#### WHAT YOU NEED TO DO:
Every record, from the first line to the last, needs to be given again exactly.

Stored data
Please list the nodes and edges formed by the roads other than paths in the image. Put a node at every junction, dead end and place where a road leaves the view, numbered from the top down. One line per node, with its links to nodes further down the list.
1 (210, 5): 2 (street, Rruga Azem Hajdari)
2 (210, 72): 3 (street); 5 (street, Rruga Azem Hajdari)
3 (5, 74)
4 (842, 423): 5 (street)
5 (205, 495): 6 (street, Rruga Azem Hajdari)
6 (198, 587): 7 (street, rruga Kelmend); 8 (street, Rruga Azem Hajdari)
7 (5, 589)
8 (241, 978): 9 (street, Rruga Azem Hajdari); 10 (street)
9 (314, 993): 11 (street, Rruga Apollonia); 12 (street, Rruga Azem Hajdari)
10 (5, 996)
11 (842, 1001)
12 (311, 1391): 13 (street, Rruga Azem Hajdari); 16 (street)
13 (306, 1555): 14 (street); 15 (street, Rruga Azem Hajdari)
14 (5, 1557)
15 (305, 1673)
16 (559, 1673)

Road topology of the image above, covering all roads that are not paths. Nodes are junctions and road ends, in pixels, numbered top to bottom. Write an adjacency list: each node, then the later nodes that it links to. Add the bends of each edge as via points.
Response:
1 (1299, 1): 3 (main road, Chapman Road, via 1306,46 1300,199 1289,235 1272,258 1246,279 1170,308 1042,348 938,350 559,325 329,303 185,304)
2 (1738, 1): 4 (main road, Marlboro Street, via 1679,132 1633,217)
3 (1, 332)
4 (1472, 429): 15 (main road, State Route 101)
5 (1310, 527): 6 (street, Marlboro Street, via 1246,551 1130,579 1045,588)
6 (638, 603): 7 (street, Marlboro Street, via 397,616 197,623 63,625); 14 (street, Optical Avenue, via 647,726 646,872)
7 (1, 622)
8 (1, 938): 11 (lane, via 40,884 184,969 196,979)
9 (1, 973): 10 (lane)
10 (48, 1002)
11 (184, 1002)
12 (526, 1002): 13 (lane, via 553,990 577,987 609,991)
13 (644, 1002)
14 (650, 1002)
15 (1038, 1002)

#### RESULT BELOW:
Please list the nodes and edges formed by the roads other than paths in the image. Put a node at every junction, dead end and place where a road leaves the view, numbered from the top down. One line per node, with its links to nodes further down the list.
1 (210, 5): 2 (street, Rruga Azem Hajdari)
2 (210, 72): 3 (street); 5 (street, Rruga Azem Hajdari)
3 (5, 74)
4 (842, 423): 5 (street)
5 (205, 495): 6 (street, Rruga Azem Hajdari)
6 (198, 587): 7 (street, rruga Kelmend); 8 (street, Rruga Azem Hajdari)
7 (5, 589)
8 (241, 978): 9 (street, Rruga Azem Hajdari); 10 (street)
9 (314, 993): 11 (street, Rruga Apollonia); 12 (street, Rruga Azem Hajdari)
10 (5, 996)
11 (842, 1001)
12 (311, 1391): 13 (street, Rruga Azem Hajdari); 16 (street)
13 (306, 1555): 14 (street); 15 (street, Rruga Azem Hajdari)
14 (5, 1557)
15 (305, 1673)
16 (559, 1673)

Road topology of the image above, covering all roads that are not paths. Nodes are junctions and road ends, in pixels, numbered top to bottom. Write an adjacency list: each node, then the later nodes that it links to. Add the bends of each edge as via points.
Response:
1 (1299, 1): 3 (main road, Chapman Road, via 1306,46 1300,199 1289,235 1272,258 1246,279 1170,308 1042,348 938,350 559,325 329,303 185,304)
2 (1738, 1): 4 (main road, Marlboro Street, via 1679,132 1633,217)
3 (1, 332)
4 (1472, 429): 15 (main road, State Route 101)
5 (1310, 527): 6 (street, Marlboro Street, via 1246,551 1130,579 1045,588)
6 (638, 603): 7 (street, Marlboro Street, via 397,616 197,623 63,625); 14 (street, Optical Avenue, via 647,726 646,872)
7 (1, 622)
8 (1, 938): 11 (lane, via 40,884 184,969 196,979)
9 (1, 973): 10 (lane)
10 (48, 1002)
11 (184, 1002)
12 (526, 1002): 13 (lane, via 553,990 577,987 609,991)
13 (644, 1002)
14 (650, 1002)
15 (1038, 1002)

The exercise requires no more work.